The whole listing should come back exactly as written, except for the pictures.

* Given records
----------

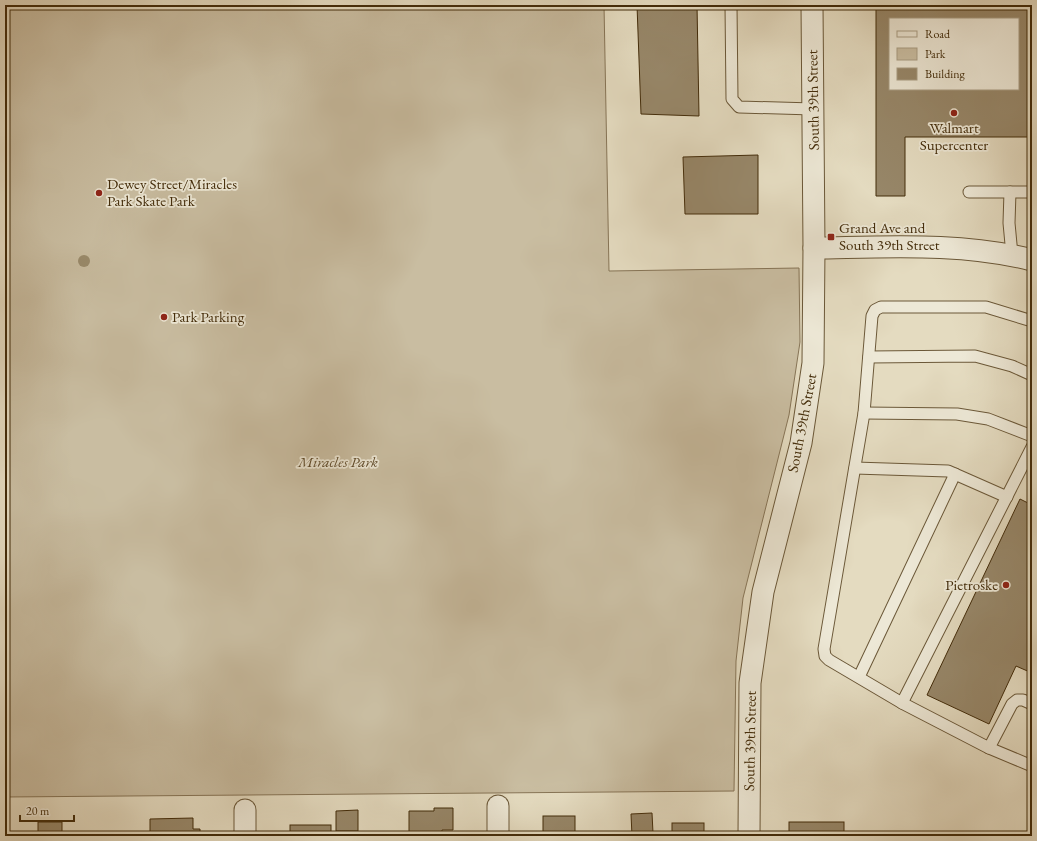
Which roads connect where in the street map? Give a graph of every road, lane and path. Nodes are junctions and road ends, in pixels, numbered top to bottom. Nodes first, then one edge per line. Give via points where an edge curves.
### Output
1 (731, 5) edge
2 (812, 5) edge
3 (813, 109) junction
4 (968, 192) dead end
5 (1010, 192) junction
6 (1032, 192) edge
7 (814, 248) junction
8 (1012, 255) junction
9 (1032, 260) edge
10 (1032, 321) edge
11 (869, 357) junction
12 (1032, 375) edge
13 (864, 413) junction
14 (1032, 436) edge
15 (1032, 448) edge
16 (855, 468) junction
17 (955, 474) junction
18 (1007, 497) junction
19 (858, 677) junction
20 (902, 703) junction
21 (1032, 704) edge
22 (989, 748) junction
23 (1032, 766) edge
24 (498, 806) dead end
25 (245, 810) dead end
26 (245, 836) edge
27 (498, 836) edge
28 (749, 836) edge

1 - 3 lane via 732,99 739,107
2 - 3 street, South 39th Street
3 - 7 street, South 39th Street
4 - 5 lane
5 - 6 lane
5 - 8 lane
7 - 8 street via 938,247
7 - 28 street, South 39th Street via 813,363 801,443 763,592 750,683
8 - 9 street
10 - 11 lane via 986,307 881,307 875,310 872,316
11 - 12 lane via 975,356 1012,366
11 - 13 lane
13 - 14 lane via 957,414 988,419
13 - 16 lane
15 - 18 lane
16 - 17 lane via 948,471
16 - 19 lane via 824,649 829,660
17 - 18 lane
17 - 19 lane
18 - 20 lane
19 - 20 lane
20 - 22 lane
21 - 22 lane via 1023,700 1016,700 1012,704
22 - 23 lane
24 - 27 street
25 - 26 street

----------

* Response box
Which roads connect where in the street map? Give a graph of every road, lane and path. Nodes are junctions and road ends, in pixels, numbered top to bottom. Nodes first, then one edge per line. Give via points where an edge curves.
### Output
1 (731, 5) edge
2 (812, 5) edge
3 (813, 109) junction
4 (968, 192) dead end
5 (1010, 192) junction
6 (1032, 192) edge
7 (814, 248) junction
8 (1012, 255) junction
9 (1032, 260) edge
10 (1032, 321) edge
11 (869, 357) junction
12 (1032, 375) edge
13 (864, 413) junction
14 (1032, 436) edge
15 (1032, 448) edge
16 (855, 468) junction
17 (955, 474) junction
18 (1007, 497) junction
19 (858, 677) junction
20 (902, 703) junction
21 (1032, 704) edge
22 (989, 748) junction
23 (1032, 766) edge
24 (498, 806) dead end
25 (245, 810) dead end
26 (245, 836) edge
27 (498, 836) edge
28 (749, 836) edge

1 - 3 lane via 732,99 739,107
2 - 3 street, South 39th Street
3 - 7 street, South 39th Street
4 - 5 lane
5 - 6 lane
5 - 8 lane
7 - 8 street via 938,247
7 - 28 street, South 39th Street via 813,363 801,443 763,592 750,683
8 - 9 street
10 - 11 lane via 986,307 881,307 875,310 872,316
11 - 12 lane via 975,356 1012,366
11 - 13 lane
13 - 14 lane via 957,414 988,419
13 - 16 lane
15 - 18 lane
16 - 17 lane via 948,471
16 - 19 lane via 824,649 829,660
17 - 18 lane
17 - 19 lane
18 - 20 lane
19 - 20 lane
20 - 22 lane
21 - 22 lane via 1023,700 1016,700 1012,704
22 - 23 lane
24 - 27 street
25 - 26 street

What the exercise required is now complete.